**EXERCISE GOAL**
Word for word, repeat all of the entries.

**SUPPLIED MATERIAL**
++++++++++++++++++++
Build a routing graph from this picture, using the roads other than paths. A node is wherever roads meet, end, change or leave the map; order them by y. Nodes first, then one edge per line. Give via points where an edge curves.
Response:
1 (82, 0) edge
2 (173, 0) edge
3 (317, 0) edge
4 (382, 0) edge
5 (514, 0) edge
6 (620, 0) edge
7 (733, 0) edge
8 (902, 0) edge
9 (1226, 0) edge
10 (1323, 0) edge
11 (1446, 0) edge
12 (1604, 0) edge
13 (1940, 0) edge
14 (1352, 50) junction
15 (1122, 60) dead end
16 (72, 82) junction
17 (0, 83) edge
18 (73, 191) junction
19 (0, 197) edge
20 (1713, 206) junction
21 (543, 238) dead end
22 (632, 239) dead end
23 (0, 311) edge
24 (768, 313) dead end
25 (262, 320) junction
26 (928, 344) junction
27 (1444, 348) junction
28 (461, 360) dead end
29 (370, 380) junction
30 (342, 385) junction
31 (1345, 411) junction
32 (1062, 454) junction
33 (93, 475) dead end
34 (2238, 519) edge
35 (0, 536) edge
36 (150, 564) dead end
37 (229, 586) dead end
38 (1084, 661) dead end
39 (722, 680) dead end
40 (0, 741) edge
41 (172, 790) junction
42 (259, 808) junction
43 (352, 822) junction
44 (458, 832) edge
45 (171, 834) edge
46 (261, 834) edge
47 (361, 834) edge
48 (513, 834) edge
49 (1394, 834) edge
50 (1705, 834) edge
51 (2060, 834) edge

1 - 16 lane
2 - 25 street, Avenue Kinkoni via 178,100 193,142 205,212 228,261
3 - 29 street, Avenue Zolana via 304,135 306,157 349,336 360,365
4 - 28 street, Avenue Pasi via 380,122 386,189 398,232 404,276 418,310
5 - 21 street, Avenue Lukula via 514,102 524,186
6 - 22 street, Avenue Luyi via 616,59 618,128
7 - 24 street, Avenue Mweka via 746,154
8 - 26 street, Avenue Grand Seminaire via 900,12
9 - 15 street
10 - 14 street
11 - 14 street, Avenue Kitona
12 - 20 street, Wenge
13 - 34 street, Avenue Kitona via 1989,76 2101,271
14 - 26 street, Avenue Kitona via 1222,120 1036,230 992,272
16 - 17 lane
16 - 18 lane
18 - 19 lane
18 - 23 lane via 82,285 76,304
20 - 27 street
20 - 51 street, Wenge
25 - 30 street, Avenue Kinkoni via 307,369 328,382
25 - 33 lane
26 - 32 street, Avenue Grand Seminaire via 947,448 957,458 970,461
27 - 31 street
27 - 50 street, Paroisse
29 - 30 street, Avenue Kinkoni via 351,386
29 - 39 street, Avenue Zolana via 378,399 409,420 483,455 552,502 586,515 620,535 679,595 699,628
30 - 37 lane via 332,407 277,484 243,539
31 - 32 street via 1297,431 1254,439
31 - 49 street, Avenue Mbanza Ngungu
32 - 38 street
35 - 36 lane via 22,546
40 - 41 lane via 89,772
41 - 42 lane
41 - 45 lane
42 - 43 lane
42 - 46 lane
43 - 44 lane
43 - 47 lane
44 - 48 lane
++++++++++++++++++++
**RESPONSE FOR THIS EXERCISE**
Build a routing graph from this picture, using the roads other than paths. A node is wherever roads meet, end, change or leave the map; order them by y. Nodes first, then one edge per line. Give via points where an edge curves.
Response:
1 (82, 0) edge
2 (173, 0) edge
3 (317, 0) edge
4 (382, 0) edge
5 (514, 0) edge
6 (620, 0) edge
7 (733, 0) edge
8 (902, 0) edge
9 (1226, 0) edge
10 (1323, 0) edge
11 (1446, 0) edge
12 (1604, 0) edge
13 (1940, 0) edge
14 (1352, 50) junction
15 (1122, 60) dead end
16 (72, 82) junction
17 (0, 83) edge
18 (73, 191) junction
19 (0, 197) edge
20 (1713, 206) junction
21 (543, 238) dead end
22 (632, 239) dead end
23 (0, 311) edge
24 (768, 313) dead end
25 (262, 320) junction
26 (928, 344) junction
27 (1444, 348) junction
28 (461, 360) dead end
29 (370, 380) junction
30 (342, 385) junction
31 (1345, 411) junction
32 (1062, 454) junction
33 (93, 475) dead end
34 (2238, 519) edge
35 (0, 536) edge
36 (150, 564) dead end
37 (229, 586) dead end
38 (1084, 661) dead end
39 (722, 680) dead end
40 (0, 741) edge
41 (172, 790) junction
42 (259, 808) junction
43 (352, 822) junction
44 (458, 832) edge
45 (171, 834) edge
46 (261, 834) edge
47 (361, 834) edge
48 (513, 834) edge
49 (1394, 834) edge
50 (1705, 834) edge
51 (2060, 834) edge

1 - 16 lane
2 - 25 street, Avenue Kinkoni via 178,100 193,142 205,212 228,261
3 - 29 street, Avenue Zolana via 304,135 306,157 349,336 360,365
4 - 28 street, Avenue Pasi via 380,122 386,189 398,232 404,276 418,310
5 - 21 street, Avenue Lukula via 514,102 524,186
6 - 22 street, Avenue Luyi via 616,59 618,128
7 - 24 street, Avenue Mweka via 746,154
8 - 26 street, Avenue Grand Seminaire via 900,12
9 - 15 street
10 - 14 street
11 - 14 street, Avenue Kitona
12 - 20 street, Wenge
13 - 34 street, Avenue Kitona via 1989,76 2101,271
14 - 26 street, Avenue Kitona via 1222,120 1036,230 992,272
16 - 17 lane
16 - 18 lane
18 - 19 lane
18 - 23 lane via 82,285 76,304
20 - 27 street
20 - 51 street, Wenge
25 - 30 street, Avenue Kinkoni via 307,369 328,382
25 - 33 lane
26 - 32 street, Avenue Grand Seminaire via 947,448 957,458 970,461
27 - 31 street
27 - 50 street, Paroisse
29 - 30 street, Avenue Kinkoni via 351,386
29 - 39 street, Avenue Zolana via 378,399 409,420 483,455 552,502 586,515 620,535 679,595 699,628
30 - 37 lane via 332,407 277,484 243,539
31 - 32 street via 1297,431 1254,439
31 - 49 street, Avenue Mbanza Ngungu
32 - 38 street
35 - 36 lane via 22,546
40 - 41 lane via 89,772
41 - 42 lane
41 - 45 lane
42 - 43 lane
42 - 46 lane
43 - 44 lane
43 - 47 lane
44 - 48 lane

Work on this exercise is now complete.